Réflexions sur l’usage présent de la langue française/L

◄  I
M  ►


L

Labeur.


On ne dit point ce mot, c’est un terme qui a vieilly, & qui ne se trouve plus que dans les Livres gaulois.


Parole labiale.

Parole labiale se dit pour la distinguer de la parole intellectuelle. « Tous les hommes parlent une même parole intellectuelle ; il n’y a de la différence qu’à la parole labiale[1]. »


Labour.

Ce terme s’employe en certaines occasions : on dit, terre de labour, propre au labour. Il y a des plaines propres au labour, & aux pasturages.


Laict.

Ce mot n’a point de plurier, si ce n’est quand on parle de ce laict, qui se fait avec des amandes ou autres choses. Car on dit fort bien un laict d’amande, deux laicts d’amande. « J’ay de la satisfaction d’avoir passé un Caresme sans que nous ayions eu querelle sur les laicts d’amande[2]. »


Le, luy

On demande s’il faut dire la fiévre luy prit ; ou, la fiévre le prit ; plusieurs personnes pensent que l’un & l’autre est bon.

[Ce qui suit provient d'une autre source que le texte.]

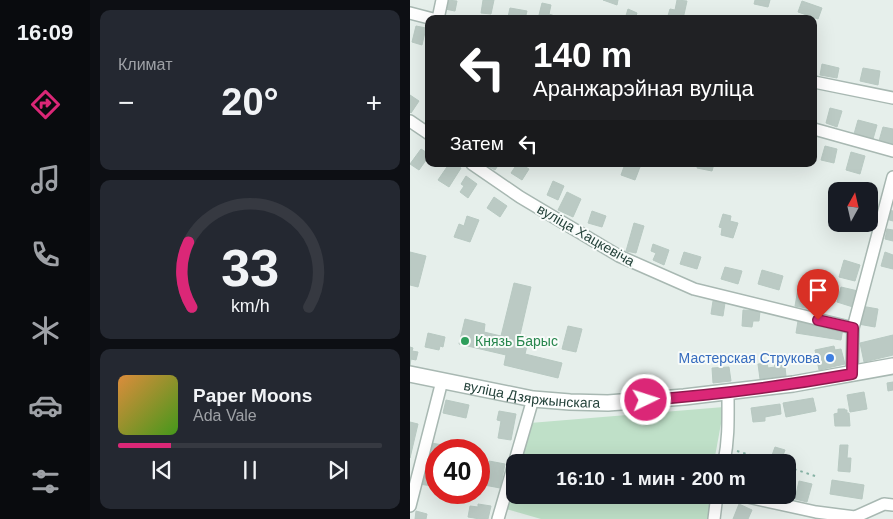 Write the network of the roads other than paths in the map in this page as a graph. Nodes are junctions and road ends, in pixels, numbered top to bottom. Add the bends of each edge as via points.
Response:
1 (442, 0) edge
2 (410, 13) edge
3 (439, 15) edge
4 (425, 17) edge
5 (817, 83) edge
6 (893, 98) edge
7 (410, 121) edge
8 (817, 130) edge
9 (425, 131) edge
10 (893, 151) edge
11 (476, 167) edge
12 (893, 177) edge
13 (853, 328) junction
14 (893, 366) edge
15 (410, 374) edge
16 (852, 374) junction
17 (442, 381) junction
18 (728, 392) junction
19 (533, 398) junction
20 (726, 454) edge
21 (716, 504) edge
22 (780, 504) edge
23 (893, 505) edge
24 (410, 506) edge
25 (498, 519) edge
26 (714, 519) edge

1 - 3 street
2 - 4 street
5 - 6 street
7 - 9 street
8 - 10 street
11 - 13 street, вуліца Хацкевіча via 520,198 619,256 694,289
12 - 13 street
13 - 16 street
14 - 16 street, вуліца Дзяржынскага
15 - 17 street, вуліца Дзяржынскага
16 - 18 street, вуліца Дзяржынскага
17 - 19 street, вуліца Дзяржынскага
17 - 24 street
18 - 19 street, вуліца Дзяржынскага via 608,403
18 - 20 street
19 - 25 street
21 - 26 street
22 - 23 street via 856,516 884,504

Neanmoins je crois le premier meilleur. Le Pere Bouhours dit toûjours luy prit. Cependant la fiévre luy prit[3] : & un peu plus bas. La fiévre leur prit. M. Pélisson dit aussi luy prit : « Voiture estoit d’Amiens, son Pere estoit Marchand de Vin en gros, il mourut à l’âge de cinquante ans d’une fievre qui luy prit, à ce qu’on dit pour s’estre purgé ayant la goute[4]. »


Celle qui est le plus.
ou
La plus affligée.

De toutes ces Dames, celle qui estoit la plus affligée, & non, le plus affligée, parce que le mot affligée est mis aprés. Autrement il s’ensuivroit qu’on pourroit dire en parlant à une femme : vous estes le plus affligée de toutes. Ce qui seroit ridicule. Il faut dire aussi de toutes ces femmes celles qui estoient les plus affligées, & non, le plus, par la mesme raison.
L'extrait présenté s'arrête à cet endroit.